Search the entries below for the word "graph" and copy every line where it appears.

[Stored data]
========
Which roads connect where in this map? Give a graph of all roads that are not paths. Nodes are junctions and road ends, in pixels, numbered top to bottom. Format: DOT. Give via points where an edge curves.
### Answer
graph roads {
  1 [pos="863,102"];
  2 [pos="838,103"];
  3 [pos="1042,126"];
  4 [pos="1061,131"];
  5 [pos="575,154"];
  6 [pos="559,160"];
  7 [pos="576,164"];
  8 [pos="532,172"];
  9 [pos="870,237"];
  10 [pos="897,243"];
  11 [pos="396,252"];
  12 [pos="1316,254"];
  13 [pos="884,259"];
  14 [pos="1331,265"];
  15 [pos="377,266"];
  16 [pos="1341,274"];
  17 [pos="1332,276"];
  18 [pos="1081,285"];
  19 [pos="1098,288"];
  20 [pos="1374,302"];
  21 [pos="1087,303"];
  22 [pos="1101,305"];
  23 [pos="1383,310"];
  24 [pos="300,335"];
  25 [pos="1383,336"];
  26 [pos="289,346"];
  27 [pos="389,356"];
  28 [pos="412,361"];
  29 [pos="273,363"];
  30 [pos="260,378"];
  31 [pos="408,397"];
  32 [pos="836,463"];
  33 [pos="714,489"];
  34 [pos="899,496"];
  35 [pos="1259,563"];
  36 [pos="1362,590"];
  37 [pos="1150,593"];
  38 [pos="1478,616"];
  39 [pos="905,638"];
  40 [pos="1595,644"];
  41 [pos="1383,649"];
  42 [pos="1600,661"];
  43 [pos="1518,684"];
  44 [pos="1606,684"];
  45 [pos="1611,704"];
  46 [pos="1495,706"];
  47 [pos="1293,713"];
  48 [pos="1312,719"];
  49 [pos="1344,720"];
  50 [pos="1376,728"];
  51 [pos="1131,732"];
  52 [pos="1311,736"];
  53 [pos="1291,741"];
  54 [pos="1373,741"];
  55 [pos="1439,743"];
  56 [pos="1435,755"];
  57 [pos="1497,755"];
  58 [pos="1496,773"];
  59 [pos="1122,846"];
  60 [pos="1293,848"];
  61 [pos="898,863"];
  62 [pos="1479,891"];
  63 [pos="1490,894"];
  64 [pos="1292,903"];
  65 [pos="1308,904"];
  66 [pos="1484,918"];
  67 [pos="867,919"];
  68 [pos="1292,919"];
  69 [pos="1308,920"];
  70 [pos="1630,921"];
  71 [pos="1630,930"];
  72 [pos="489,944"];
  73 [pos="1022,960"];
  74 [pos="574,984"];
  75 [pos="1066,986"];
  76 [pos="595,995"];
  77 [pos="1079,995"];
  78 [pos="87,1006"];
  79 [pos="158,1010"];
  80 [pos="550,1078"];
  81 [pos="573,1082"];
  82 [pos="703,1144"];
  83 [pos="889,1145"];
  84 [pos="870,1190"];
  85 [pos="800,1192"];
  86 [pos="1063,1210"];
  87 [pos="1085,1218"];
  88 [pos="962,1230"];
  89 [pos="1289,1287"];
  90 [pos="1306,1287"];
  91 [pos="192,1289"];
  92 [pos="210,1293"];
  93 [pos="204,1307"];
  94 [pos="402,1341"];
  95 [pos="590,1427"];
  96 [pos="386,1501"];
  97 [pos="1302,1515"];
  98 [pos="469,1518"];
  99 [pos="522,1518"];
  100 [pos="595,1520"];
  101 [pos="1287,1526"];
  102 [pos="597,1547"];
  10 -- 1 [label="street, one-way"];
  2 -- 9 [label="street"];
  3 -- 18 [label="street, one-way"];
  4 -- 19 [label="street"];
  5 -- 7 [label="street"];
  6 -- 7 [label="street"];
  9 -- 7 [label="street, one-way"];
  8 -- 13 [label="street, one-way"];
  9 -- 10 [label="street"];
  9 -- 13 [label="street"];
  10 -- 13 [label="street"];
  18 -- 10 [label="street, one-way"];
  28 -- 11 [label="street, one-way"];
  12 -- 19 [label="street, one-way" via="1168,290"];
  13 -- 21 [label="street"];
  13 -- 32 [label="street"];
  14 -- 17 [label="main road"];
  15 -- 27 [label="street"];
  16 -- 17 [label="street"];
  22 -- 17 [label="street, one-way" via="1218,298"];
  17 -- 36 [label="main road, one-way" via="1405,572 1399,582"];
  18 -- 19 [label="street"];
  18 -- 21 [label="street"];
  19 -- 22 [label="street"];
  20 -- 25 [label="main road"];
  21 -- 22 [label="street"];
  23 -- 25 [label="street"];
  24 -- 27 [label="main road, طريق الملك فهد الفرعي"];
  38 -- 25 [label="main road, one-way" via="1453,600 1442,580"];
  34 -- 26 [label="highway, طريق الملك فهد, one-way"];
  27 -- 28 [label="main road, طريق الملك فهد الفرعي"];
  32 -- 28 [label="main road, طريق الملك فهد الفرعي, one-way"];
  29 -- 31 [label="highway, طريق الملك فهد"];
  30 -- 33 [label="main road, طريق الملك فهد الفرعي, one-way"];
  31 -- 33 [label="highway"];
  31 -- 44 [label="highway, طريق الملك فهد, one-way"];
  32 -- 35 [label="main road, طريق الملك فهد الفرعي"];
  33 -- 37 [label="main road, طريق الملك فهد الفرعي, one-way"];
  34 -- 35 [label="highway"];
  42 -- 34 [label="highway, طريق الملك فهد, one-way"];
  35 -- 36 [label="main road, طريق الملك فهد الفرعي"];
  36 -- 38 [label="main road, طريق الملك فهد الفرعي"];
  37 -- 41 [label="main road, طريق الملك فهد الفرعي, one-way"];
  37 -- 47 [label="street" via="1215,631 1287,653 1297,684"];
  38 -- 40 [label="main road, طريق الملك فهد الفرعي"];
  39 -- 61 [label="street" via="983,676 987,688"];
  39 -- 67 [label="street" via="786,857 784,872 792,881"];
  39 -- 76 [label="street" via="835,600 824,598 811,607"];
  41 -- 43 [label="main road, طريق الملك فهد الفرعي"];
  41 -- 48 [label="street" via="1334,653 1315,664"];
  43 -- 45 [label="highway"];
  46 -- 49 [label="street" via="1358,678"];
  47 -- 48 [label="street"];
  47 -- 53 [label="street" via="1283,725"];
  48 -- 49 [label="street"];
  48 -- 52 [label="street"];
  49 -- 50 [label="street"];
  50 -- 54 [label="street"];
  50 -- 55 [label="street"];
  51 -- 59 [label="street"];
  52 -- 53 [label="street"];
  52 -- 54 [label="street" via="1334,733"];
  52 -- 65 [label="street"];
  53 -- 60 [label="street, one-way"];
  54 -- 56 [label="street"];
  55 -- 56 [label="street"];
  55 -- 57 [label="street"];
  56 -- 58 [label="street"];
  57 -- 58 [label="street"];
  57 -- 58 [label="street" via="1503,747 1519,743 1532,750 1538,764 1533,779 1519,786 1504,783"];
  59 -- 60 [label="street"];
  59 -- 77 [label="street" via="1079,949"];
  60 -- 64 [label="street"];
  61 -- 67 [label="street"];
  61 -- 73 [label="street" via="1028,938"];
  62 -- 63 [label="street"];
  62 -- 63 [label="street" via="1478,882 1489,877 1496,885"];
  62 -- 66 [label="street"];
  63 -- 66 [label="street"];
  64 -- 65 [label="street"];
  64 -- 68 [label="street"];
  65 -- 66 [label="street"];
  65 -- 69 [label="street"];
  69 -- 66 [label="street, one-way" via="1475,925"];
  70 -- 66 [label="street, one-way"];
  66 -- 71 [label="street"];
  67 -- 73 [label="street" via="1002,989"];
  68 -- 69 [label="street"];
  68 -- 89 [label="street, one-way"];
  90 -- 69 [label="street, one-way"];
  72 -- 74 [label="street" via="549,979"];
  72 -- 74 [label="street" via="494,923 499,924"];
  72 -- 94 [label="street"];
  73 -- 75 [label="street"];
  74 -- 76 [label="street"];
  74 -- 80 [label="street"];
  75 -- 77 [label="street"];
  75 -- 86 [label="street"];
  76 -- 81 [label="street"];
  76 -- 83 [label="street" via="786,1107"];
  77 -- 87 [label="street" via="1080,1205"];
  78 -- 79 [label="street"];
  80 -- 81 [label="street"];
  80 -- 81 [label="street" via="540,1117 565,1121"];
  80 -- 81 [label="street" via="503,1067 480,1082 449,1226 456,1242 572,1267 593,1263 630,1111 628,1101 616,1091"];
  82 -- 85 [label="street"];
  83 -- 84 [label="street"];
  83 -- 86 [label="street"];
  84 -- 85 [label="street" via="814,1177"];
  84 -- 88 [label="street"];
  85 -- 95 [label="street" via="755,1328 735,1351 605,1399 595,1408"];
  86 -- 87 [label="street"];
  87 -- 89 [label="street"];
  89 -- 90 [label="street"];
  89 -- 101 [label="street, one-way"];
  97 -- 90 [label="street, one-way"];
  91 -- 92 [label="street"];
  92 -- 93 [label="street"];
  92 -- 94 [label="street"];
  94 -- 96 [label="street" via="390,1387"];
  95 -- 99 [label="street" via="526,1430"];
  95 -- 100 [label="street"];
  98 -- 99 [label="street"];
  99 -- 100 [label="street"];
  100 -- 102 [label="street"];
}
========
* Completed task
Which roads connect where in this map? Give a graph of all roads that are not paths. Nodes are junctions and road ends, in pixels, numbered top to bottom. Format: DOT. Give via points where an edge curves.
graph roads {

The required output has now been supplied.